DDoS mitigation.
The edge defences that keep volumetric attacks from reaching your VPS. Always on. Included. Never an upsell.
The set of technical measures — edge rate-limiting, scrubbing centres, anycast diversion, behavioural traffic classification — that prevent a distributed-denial-of-service attack from saturating the bandwidth or compute of the target server. On NordBastion, mitigation is always-on at the edge of all four bastions, included on every tier, with no opt-in or opt-out.
Mitigation is a floor, not a premium tier.
The structural problem with billable DDoS protection is that it lets the attacker set the customer's price. If a Gbps of absorbed flood costs you money, then an attacker who can throw a few hundred Gbps at your IP can force you off the platform by economics alone — without ever breaching anything. NordBastion treats this as a platform-level cost and amortises it across the catalogue: every VPS and every dedicated tier ships with the same always-on volumetric and L7 mitigation, and absorbed attack traffic is never invoiced.
Mechanically, the four bastions each peer at 1.6–2.4 Tbps of aggregate ingress with always-on scrubbing close to the carrier handoff. Volumetric floods (UDP amplification, SYN floods, fragmented IP) are dropped at the edge router; layer-7 storms (slow-POST, HTTP GET floods with rotating user-agents) are classified behaviourally before they reach your tier. The control plane is anycast across the four sites, so an attack large enough to threaten one bastion is automatically diverted across the others.
What mitigation does not do: it does not inspect your application payloads, it does not terminate TLS, it does not see who is logged into your service. It is a network-layer floor that lets your application focus on the requests that actually reached it. If your workload needs application-layer filtering (SQL-injection guards, abusive bot scoring), run a WAF on top — but do not confuse the two.

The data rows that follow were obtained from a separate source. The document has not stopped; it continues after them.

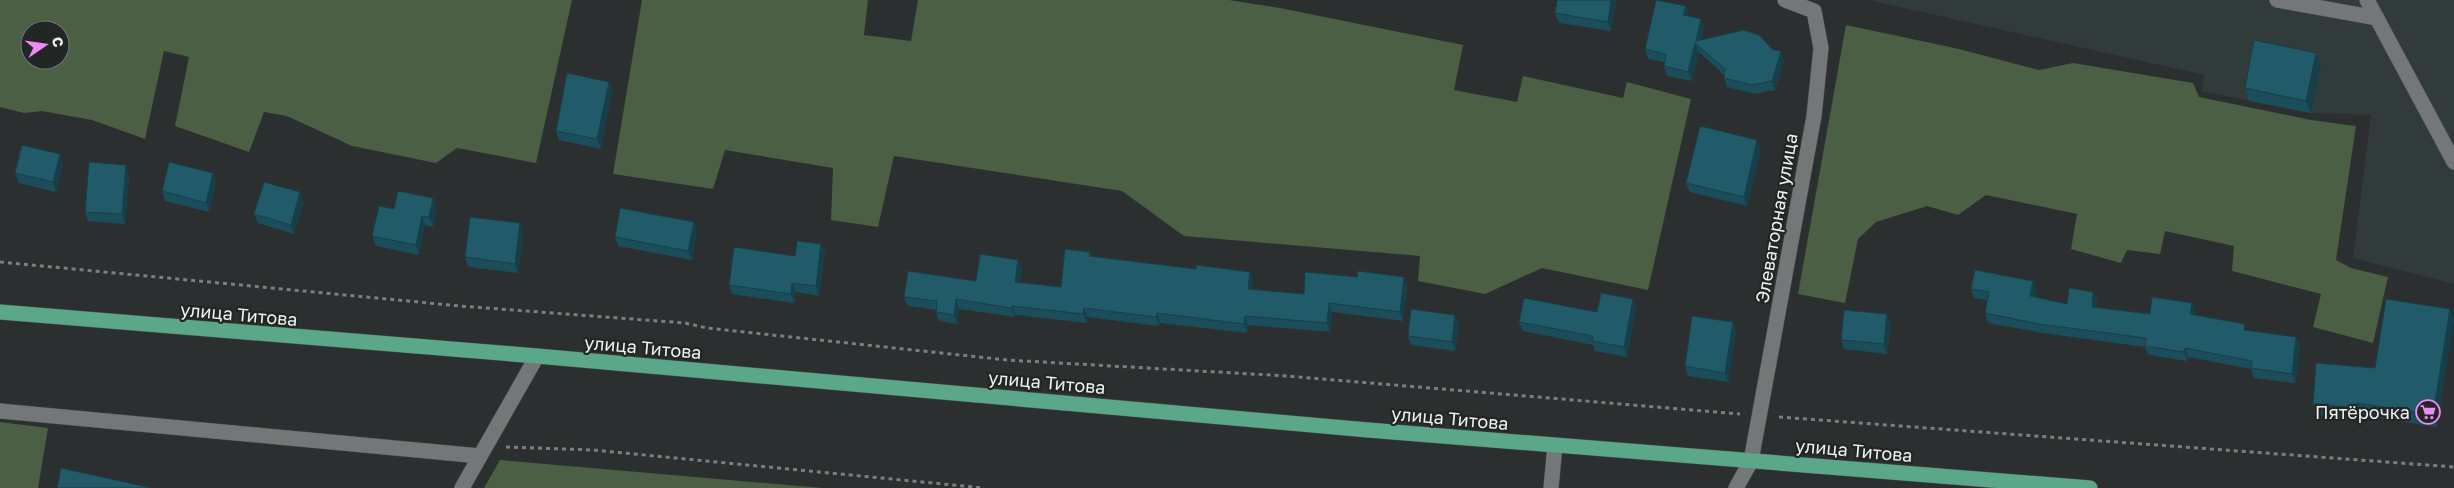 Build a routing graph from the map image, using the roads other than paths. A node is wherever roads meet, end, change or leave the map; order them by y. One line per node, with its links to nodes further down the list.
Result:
1 (1785, 0): 4 (street, Элеваторная улица)
2 (2276, 0): 5 (street)
3 (2367, 0): 5 (street)
4 (1814, 6): 12 (street, Элеваторная улица)
5 (2377, 18): 6 (street)
6 (2454, 162)
7 (0, 312): 8 (main road, улица Титова)
8 (537, 356): 10 (main road, улица Титова); 11 (street)
9 (0, 411): 11 (street)
10 (1555, 445): 12 (main road, улица Титова); 14 (street)
11 (483, 451): 13 (street)
12 (1751, 461): 15 (street, Элеваторная улица); 16 (main road, улица Титова)
13 (462, 488)
14 (1551, 488)
15 (1736, 488)
16 (2090, 488) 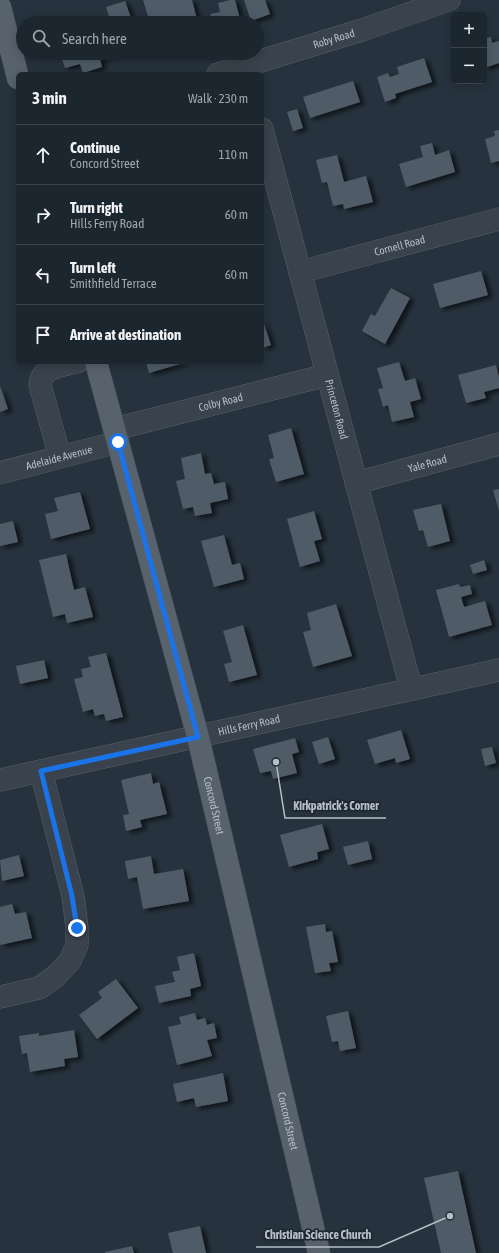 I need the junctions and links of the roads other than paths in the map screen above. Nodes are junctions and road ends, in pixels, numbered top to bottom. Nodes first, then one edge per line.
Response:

Follow mitigation across NordBastion.
- · /network/ — the per-bastion peering map, scrubbing topology and anycast plane diagram.
- · /vps/ — every VPS tier (Sentinel through Bastille) ships always-on mitigation by default.
- · /dedicated/ — bare-metal tiers inherit the same edge protection at higher uplink speeds.
- · /status/ — live per-bastion uplink saturation and the public history of mitigated incidents.
- · /peering/ — the IX presence and transit mix that determines the volumetric ceiling at each site.
- · / — the homepage surfaces the always-on mitigation guarantee in the feature strip.
Questions about mitigation, answered.
What attack sizes does the edge handle?
Each bastion peers at 1.6–2.4 Tbps of aggregate ingress capacity with always-on volumetric scrubbing, which absorbs the overwhelming majority of real-world attacks — public Q4-2025 telemetry showed 99.4% of internet DDoS events were under 100 Gbps. Layer-7 floods (HTTP GET/POST storms) are classified behaviourally and dropped before they reach your VPS. The hard ceiling per bastion is the peering total; truly nation-scale attacks (multi-Tbps) get diverted across the four-bastion anycast plane.
Is there an extra fee for DDoS protection?
No — and this is deliberate. Other hosts price DDoS protection as a per-Gbps add-on or a separate enterprise tier, which effectively means a small target gets charged for being attacked. NordBastion includes always-on mitigation in every Sentinel ($5.90/mo) through Bastille ($23.90/mo) VPS tier and in every dedicated tier, with no usage-based billing on absorbed attack traffic. The economics work because mitigation cost is amortised across the platform, not invoiced per incident.
How does it differ from Cloudflare-style WAF?
A WAF (Web Application Firewall) operates at OSI layer 7 — it inspects HTTP requests for application-layer attack signatures (SQL injection, XSS, abusive bot patterns) and is itself a reverse proxy that terminates TLS. NordBastion's DDoS mitigation operates at layers 3–4 — it sheds malformed packets, amplification reflections and volumetric floods at the network edge before they consume your bandwidth, and it does not terminate TLS or see your application payloads. The two are complementary; run a WAF on top if your app needs one.
What if my workload is itself causing the spike?
A legitimate viral traffic event — a launch, a press hit, a Hacker News front page — is rate-limit-shaped, not attack-shaped, and the behavioural classifier will let it through. If you saturate the uplink of your tier with legitimate traffic, the upgrade path is one panel click to a larger VPS or a dedicated tier with a fatter uplink; no support ticket required. Outbound abuse (your server being the source of attack traffic, e.g. an SSH brute-forcer or open mail relay) is handled separately — see /doctrine/ on what we will and will not host.